# Exercise brief
Below are some entries; state how many of their lines include the word "ملاح" and give no more than that number.
═══ Supplied data ═══
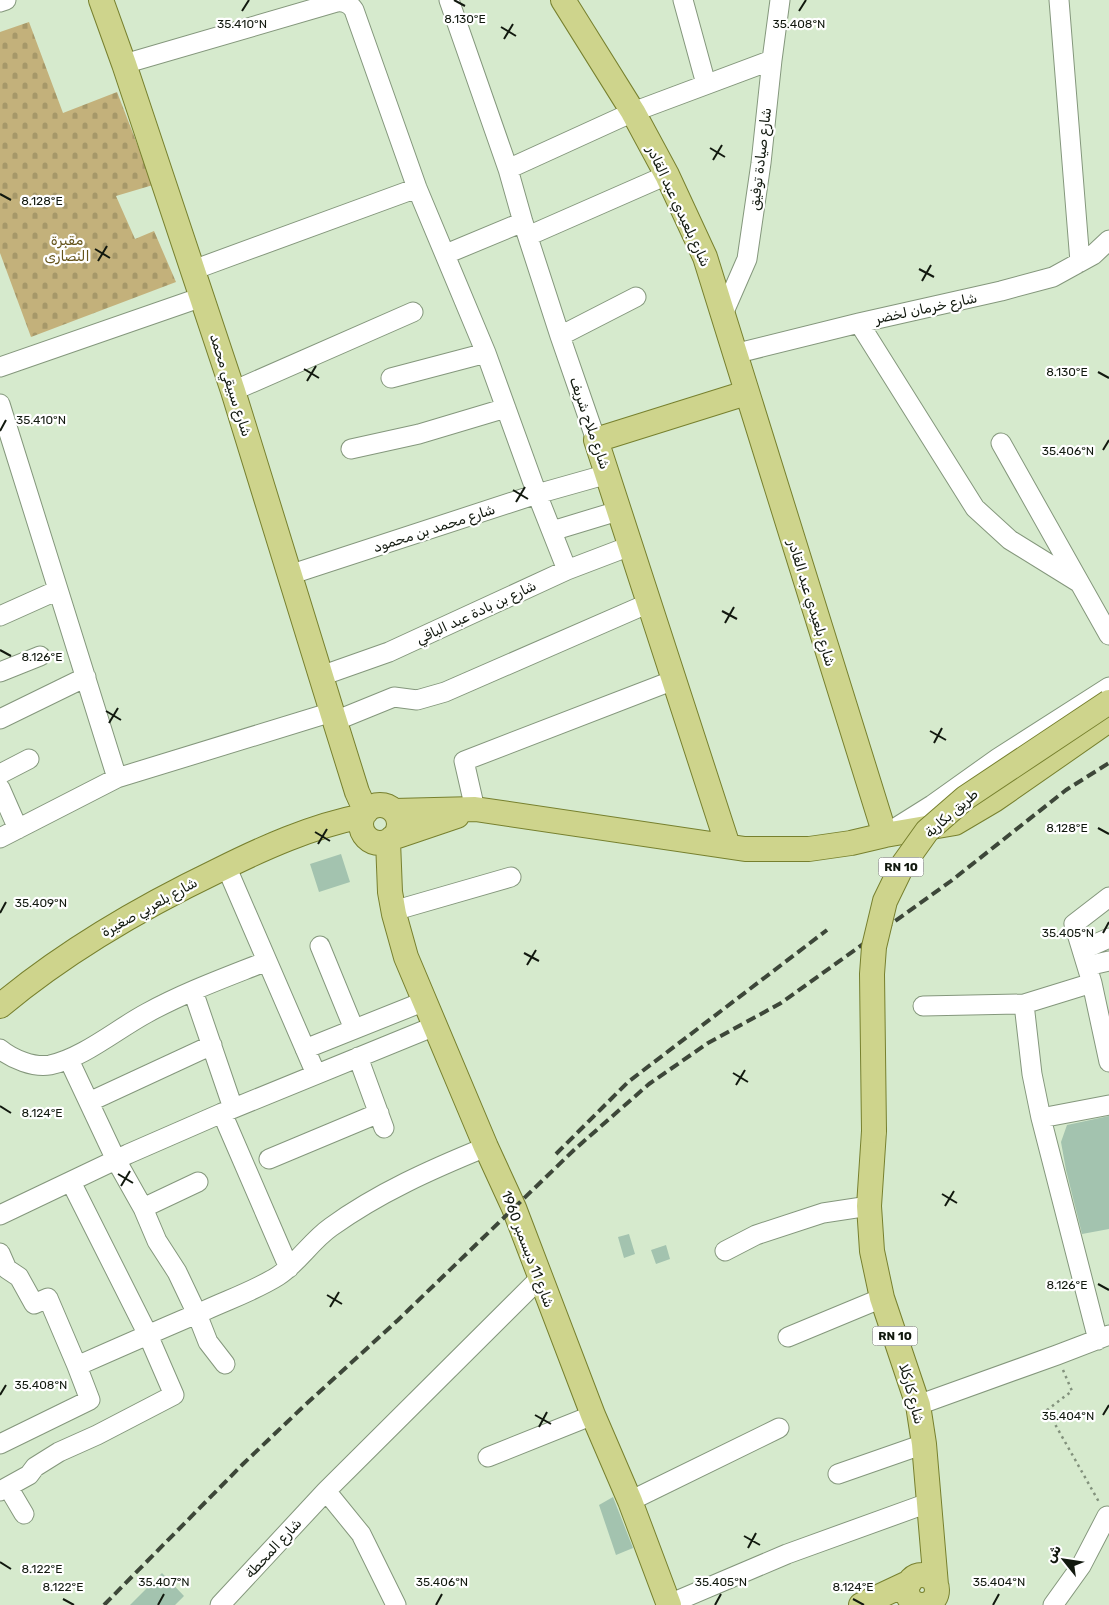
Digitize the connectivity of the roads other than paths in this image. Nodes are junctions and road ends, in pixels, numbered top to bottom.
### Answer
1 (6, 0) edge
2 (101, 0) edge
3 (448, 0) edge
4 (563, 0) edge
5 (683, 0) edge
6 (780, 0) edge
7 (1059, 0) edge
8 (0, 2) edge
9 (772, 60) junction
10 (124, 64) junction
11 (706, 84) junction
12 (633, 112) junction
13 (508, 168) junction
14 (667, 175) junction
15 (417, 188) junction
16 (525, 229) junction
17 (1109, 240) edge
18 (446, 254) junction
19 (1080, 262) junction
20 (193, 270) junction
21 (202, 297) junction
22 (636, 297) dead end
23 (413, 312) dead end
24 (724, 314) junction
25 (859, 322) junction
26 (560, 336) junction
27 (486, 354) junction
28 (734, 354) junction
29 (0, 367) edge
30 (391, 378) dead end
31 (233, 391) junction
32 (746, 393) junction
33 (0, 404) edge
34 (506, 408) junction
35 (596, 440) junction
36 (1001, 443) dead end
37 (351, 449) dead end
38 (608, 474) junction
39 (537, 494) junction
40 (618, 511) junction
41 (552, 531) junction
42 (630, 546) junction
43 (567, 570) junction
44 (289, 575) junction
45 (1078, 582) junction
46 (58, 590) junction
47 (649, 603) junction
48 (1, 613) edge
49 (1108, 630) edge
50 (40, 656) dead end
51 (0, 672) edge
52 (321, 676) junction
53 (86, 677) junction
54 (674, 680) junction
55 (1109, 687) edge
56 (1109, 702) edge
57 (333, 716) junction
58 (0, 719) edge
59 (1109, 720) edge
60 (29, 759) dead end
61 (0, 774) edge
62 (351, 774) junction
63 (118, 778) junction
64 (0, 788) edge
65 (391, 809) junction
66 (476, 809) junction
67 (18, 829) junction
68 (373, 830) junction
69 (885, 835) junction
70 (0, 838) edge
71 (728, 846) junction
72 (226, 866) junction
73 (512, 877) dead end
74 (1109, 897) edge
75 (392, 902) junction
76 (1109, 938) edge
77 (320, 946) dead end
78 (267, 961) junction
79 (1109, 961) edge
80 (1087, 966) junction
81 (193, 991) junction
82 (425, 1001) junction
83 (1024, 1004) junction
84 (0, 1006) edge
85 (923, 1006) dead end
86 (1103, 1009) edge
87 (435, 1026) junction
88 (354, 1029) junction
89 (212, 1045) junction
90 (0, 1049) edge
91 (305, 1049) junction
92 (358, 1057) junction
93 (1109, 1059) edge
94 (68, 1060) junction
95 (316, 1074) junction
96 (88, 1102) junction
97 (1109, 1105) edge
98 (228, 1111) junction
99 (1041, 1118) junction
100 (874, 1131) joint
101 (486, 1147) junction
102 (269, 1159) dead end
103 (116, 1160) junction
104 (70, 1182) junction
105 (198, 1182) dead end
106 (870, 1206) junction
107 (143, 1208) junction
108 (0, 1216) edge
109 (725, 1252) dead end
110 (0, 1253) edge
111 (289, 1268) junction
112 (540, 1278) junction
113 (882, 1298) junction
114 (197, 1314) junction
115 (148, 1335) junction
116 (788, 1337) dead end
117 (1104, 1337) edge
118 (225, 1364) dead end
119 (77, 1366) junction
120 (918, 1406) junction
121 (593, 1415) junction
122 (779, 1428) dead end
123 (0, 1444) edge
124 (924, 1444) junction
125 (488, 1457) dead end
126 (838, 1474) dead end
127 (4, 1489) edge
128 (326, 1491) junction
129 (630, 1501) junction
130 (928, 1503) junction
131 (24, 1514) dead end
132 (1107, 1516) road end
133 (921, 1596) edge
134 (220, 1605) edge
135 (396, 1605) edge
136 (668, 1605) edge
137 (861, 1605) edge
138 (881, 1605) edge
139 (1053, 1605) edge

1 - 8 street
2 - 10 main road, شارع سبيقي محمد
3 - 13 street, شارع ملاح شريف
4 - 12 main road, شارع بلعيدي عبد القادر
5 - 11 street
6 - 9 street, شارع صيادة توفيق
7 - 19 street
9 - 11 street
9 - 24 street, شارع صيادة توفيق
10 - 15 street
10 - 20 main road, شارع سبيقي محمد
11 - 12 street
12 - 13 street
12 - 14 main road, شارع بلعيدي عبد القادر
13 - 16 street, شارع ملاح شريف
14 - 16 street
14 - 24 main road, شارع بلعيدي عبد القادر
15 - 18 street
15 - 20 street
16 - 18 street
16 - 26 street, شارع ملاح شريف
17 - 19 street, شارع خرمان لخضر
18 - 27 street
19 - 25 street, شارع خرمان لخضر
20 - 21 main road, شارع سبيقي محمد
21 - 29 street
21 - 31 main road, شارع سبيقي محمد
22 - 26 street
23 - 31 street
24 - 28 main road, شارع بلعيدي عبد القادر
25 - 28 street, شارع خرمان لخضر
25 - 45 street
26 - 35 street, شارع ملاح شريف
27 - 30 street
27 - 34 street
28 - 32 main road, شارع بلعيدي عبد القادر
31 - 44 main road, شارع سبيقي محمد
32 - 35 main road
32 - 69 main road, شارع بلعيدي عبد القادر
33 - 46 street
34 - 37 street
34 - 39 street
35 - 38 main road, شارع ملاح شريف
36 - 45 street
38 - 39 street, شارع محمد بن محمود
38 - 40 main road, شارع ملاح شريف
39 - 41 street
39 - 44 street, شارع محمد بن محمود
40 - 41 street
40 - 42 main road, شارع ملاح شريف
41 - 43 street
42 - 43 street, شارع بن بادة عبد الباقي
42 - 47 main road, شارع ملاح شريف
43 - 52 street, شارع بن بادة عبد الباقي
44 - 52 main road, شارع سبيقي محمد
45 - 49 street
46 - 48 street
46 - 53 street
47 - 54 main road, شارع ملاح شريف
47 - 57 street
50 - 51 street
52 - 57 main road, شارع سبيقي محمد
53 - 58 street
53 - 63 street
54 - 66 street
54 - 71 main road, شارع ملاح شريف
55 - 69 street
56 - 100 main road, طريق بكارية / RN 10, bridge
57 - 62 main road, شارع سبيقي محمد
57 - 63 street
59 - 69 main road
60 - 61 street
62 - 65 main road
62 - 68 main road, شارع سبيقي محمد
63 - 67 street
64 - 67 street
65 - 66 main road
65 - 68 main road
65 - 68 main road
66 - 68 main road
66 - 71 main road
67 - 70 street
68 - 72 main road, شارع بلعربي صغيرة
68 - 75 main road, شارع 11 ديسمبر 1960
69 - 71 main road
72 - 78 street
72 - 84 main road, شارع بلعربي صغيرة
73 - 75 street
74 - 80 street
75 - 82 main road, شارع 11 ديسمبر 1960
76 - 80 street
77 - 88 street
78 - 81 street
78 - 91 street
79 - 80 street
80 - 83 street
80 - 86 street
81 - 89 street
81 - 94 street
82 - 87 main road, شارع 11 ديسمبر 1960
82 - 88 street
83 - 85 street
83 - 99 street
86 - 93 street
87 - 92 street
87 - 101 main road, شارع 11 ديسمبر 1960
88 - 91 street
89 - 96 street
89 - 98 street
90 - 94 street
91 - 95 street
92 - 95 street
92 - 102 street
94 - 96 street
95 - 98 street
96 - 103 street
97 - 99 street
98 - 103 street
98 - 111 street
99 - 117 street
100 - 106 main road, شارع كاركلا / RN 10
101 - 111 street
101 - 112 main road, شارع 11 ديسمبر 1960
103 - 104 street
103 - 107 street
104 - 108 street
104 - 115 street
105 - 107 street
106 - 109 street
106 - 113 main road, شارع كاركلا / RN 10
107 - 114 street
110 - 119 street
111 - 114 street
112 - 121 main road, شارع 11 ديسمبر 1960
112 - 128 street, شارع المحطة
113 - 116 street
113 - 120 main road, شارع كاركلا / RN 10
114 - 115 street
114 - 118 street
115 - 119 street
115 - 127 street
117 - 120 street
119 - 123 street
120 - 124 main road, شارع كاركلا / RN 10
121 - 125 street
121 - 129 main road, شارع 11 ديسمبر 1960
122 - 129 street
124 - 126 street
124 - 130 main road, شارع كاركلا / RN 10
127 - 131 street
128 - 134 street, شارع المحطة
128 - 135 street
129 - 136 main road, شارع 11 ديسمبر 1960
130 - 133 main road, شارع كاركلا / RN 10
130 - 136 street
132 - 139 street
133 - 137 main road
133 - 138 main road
═══
# Response to this exercise
10